## Dataset extract

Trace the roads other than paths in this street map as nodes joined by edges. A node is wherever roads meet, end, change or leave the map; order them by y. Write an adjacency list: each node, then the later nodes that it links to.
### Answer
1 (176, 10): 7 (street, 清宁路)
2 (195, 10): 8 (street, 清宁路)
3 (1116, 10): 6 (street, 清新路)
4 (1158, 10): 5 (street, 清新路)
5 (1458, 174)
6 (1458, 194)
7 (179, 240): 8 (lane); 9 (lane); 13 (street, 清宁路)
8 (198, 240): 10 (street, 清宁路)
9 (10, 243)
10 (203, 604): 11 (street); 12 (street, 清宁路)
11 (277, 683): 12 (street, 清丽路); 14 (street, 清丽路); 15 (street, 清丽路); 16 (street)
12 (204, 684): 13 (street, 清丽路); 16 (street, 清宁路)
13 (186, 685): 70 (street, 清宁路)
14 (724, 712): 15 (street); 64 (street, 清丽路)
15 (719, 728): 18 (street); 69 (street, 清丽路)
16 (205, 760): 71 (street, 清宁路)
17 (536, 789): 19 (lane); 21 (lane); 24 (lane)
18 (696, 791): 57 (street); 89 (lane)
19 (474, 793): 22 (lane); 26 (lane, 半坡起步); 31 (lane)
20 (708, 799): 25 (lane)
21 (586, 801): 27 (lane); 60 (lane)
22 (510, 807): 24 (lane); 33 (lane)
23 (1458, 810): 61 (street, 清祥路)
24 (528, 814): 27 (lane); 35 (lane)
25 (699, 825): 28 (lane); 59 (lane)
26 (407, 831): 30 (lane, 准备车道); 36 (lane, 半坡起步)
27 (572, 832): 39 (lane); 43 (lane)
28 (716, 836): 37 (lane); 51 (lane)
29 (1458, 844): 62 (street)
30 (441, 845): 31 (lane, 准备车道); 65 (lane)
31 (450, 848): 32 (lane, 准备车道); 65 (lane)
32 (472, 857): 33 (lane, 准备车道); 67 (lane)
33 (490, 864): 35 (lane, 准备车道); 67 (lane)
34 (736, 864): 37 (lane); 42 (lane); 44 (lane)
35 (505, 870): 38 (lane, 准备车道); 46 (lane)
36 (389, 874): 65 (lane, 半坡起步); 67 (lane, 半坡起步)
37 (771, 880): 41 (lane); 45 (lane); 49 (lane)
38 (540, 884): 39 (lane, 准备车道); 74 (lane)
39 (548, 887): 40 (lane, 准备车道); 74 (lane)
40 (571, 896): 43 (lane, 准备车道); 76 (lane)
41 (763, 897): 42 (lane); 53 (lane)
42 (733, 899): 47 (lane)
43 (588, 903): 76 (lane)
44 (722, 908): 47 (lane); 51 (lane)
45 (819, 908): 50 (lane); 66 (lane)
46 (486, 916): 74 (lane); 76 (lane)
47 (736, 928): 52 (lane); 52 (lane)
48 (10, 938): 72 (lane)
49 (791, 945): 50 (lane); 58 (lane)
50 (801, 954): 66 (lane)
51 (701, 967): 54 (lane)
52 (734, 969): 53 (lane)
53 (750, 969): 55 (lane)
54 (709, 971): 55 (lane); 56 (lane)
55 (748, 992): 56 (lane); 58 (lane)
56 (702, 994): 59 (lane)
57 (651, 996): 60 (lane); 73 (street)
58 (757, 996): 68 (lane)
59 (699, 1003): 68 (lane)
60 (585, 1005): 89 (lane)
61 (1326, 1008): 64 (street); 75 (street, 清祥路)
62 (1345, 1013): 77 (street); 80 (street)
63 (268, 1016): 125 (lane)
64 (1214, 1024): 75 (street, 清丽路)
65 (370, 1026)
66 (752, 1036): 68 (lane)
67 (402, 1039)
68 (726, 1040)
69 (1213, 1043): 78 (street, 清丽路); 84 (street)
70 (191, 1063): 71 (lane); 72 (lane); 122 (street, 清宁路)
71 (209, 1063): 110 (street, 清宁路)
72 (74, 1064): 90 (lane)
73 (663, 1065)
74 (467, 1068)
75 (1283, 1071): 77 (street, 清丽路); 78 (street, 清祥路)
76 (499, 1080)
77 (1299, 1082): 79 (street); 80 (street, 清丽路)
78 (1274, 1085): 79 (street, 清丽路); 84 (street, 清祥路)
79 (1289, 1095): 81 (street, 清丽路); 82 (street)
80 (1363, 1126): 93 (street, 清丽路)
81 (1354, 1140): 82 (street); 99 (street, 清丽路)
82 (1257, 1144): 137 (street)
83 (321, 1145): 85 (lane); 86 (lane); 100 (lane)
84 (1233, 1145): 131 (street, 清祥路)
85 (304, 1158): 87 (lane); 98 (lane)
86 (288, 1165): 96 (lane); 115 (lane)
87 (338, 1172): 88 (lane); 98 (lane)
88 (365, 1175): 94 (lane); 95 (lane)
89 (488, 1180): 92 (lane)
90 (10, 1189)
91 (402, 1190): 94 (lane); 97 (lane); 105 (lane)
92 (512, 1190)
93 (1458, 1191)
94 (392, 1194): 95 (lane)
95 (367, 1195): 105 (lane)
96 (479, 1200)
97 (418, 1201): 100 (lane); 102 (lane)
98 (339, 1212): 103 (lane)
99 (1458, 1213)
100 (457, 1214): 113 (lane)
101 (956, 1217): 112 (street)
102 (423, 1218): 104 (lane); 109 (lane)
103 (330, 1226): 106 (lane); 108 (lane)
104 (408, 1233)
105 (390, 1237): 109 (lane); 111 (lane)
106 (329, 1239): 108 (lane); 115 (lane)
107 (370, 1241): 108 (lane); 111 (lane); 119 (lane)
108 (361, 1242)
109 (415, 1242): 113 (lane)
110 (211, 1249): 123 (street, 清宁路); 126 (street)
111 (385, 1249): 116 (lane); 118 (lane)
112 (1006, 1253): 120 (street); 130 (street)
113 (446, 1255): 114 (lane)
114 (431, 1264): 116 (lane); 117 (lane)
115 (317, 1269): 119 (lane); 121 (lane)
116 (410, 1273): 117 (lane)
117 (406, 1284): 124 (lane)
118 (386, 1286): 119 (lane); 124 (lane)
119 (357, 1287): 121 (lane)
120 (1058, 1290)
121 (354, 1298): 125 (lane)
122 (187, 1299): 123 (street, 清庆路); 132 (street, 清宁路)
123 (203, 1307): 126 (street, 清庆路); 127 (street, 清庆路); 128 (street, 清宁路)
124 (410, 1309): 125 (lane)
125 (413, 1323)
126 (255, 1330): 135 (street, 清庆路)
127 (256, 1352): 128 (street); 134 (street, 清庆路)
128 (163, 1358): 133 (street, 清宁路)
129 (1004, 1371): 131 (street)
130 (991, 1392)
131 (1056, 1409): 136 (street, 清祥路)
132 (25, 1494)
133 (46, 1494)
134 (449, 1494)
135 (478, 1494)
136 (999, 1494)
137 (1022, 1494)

## Work order
Would you return the entries exactly as they stand?

## Worked solution
Trace the roads other than paths in this street map as nodes joined by edges. A node is wherever roads meet, end, change or leave the map; order them by y. Write an adjacency list: each node, then the later nodes that it links to.
### Answer
1 (176, 10): 7 (street, 清宁路)
2 (195, 10): 8 (street, 清宁路)
3 (1116, 10): 6 (street, 清新路)
4 (1158, 10): 5 (street, 清新路)
5 (1458, 174)
6 (1458, 194)
7 (179, 240): 8 (lane); 9 (lane); 13 (street, 清宁路)
8 (198, 240): 10 (street, 清宁路)
9 (10, 243)
10 (203, 604): 11 (street); 12 (street, 清宁路)
11 (277, 683): 12 (street, 清丽路); 14 (street, 清丽路); 15 (street, 清丽路); 16 (street)
12 (204, 684): 13 (street, 清丽路); 16 (street, 清宁路)
13 (186, 685): 70 (street, 清宁路)
14 (724, 712): 15 (street); 64 (street, 清丽路)
15 (719, 728): 18 (street); 69 (street, 清丽路)
16 (205, 760): 71 (street, 清宁路)
17 (536, 789): 19 (lane); 21 (lane); 24 (lane)
18 (696, 791): 57 (street); 89 (lane)
19 (474, 793): 22 (lane); 26 (lane, 半坡起步); 31 (lane)
20 (708, 799): 25 (lane)
21 (586, 801): 27 (lane); 60 (lane)
22 (510, 807): 24 (lane); 33 (lane)
23 (1458, 810): 61 (street, 清祥路)
24 (528, 814): 27 (lane); 35 (lane)
25 (699, 825): 28 (lane); 59 (lane)
26 (407, 831): 30 (lane, 准备车道); 36 (lane, 半坡起步)
27 (572, 832): 39 (lane); 43 (lane)
28 (716, 836): 37 (lane); 51 (lane)
29 (1458, 844): 62 (street)
30 (441, 845): 31 (lane, 准备车道); 65 (lane)
31 (450, 848): 32 (lane, 准备车道); 65 (lane)
32 (472, 857): 33 (lane, 准备车道); 67 (lane)
33 (490, 864): 35 (lane, 准备车道); 67 (lane)
34 (736, 864): 37 (lane); 42 (lane); 44 (lane)
35 (505, 870): 38 (lane, 准备车道); 46 (lane)
36 (389, 874): 65 (lane, 半坡起步); 67 (lane, 半坡起步)
37 (771, 880): 41 (lane); 45 (lane); 49 (lane)
38 (540, 884): 39 (lane, 准备车道); 74 (lane)
39 (548, 887): 40 (lane, 准备车道); 74 (lane)
40 (571, 896): 43 (lane, 准备车道); 76 (lane)
41 (763, 897): 42 (lane); 53 (lane)
42 (733, 899): 47 (lane)
43 (588, 903): 76 (lane)
44 (722, 908): 47 (lane); 51 (lane)
45 (819, 908): 50 (lane); 66 (lane)
46 (486, 916): 74 (lane); 76 (lane)
47 (736, 928): 52 (lane); 52 (lane)
48 (10, 938): 72 (lane)
49 (791, 945): 50 (lane); 58 (lane)
50 (801, 954): 66 (lane)
51 (701, 967): 54 (lane)
52 (734, 969): 53 (lane)
53 (750, 969): 55 (lane)
54 (709, 971): 55 (lane); 56 (lane)
55 (748, 992): 56 (lane); 58 (lane)
56 (702, 994): 59 (lane)
57 (651, 996): 60 (lane); 73 (street)
58 (757, 996): 68 (lane)
59 (699, 1003): 68 (lane)
60 (585, 1005): 89 (lane)
61 (1326, 1008): 64 (street); 75 (street, 清祥路)
62 (1345, 1013): 77 (street); 80 (street)
63 (268, 1016): 125 (lane)
64 (1214, 1024): 75 (street, 清丽路)
65 (370, 1026)
66 (752, 1036): 68 (lane)
67 (402, 1039)
68 (726, 1040)
69 (1213, 1043): 78 (street, 清丽路); 84 (street)
70 (191, 1063): 71 (lane); 72 (lane); 122 (street, 清宁路)
71 (209, 1063): 110 (street, 清宁路)
72 (74, 1064): 90 (lane)
73 (663, 1065)
74 (467, 1068)
75 (1283, 1071): 77 (street, 清丽路); 78 (street, 清祥路)
76 (499, 1080)
77 (1299, 1082): 79 (street); 80 (street, 清丽路)
78 (1274, 1085): 79 (street, 清丽路); 84 (street, 清祥路)
79 (1289, 1095): 81 (street, 清丽路); 82 (street)
80 (1363, 1126): 93 (street, 清丽路)
81 (1354, 1140): 82 (street); 99 (street, 清丽路)
82 (1257, 1144): 137 (street)
83 (321, 1145): 85 (lane); 86 (lane); 100 (lane)
84 (1233, 1145): 131 (street, 清祥路)
85 (304, 1158): 87 (lane); 98 (lane)
86 (288, 1165): 96 (lane); 115 (lane)
87 (338, 1172): 88 (lane); 98 (lane)
88 (365, 1175): 94 (lane); 95 (lane)
89 (488, 1180): 92 (lane)
90 (10, 1189)
91 (402, 1190): 94 (lane); 97 (lane); 105 (lane)
92 (512, 1190)
93 (1458, 1191)
94 (392, 1194): 95 (lane)
95 (367, 1195): 105 (lane)
96 (479, 1200)
97 (418, 1201): 100 (lane); 102 (lane)
98 (339, 1212): 103 (lane)
99 (1458, 1213)
100 (457, 1214): 113 (lane)
101 (956, 1217): 112 (street)
102 (423, 1218): 104 (lane); 109 (lane)
103 (330, 1226): 106 (lane); 108 (lane)
104 (408, 1233)
105 (390, 1237): 109 (lane); 111 (lane)
106 (329, 1239): 108 (lane); 115 (lane)
107 (370, 1241): 108 (lane); 111 (lane); 119 (lane)
108 (361, 1242)
109 (415, 1242): 113 (lane)
110 (211, 1249): 123 (street, 清宁路); 126 (street)
111 (385, 1249): 116 (lane); 118 (lane)
112 (1006, 1253): 120 (street); 130 (street)
113 (446, 1255): 114 (lane)
114 (431, 1264): 116 (lane); 117 (lane)
115 (317, 1269): 119 (lane); 121 (lane)
116 (410, 1273): 117 (lane)
117 (406, 1284): 124 (lane)
118 (386, 1286): 119 (lane); 124 (lane)
119 (357, 1287): 121 (lane)
120 (1058, 1290)
121 (354, 1298): 125 (lane)
122 (187, 1299): 123 (street, 清庆路); 132 (street, 清宁路)
123 (203, 1307): 126 (street, 清庆路); 127 (street, 清庆路); 128 (street, 清宁路)
124 (410, 1309): 125 (lane)
125 (413, 1323)
126 (255, 1330): 135 (street, 清庆路)
127 (256, 1352): 128 (street); 134 (street, 清庆路)
128 (163, 1358): 133 (street, 清宁路)
129 (1004, 1371): 131 (street)
130 (991, 1392)
131 (1056, 1409): 136 (street, 清祥路)
132 (25, 1494)
133 (46, 1494)
134 (449, 1494)
135 (478, 1494)
136 (999, 1494)
137 (1022, 1494)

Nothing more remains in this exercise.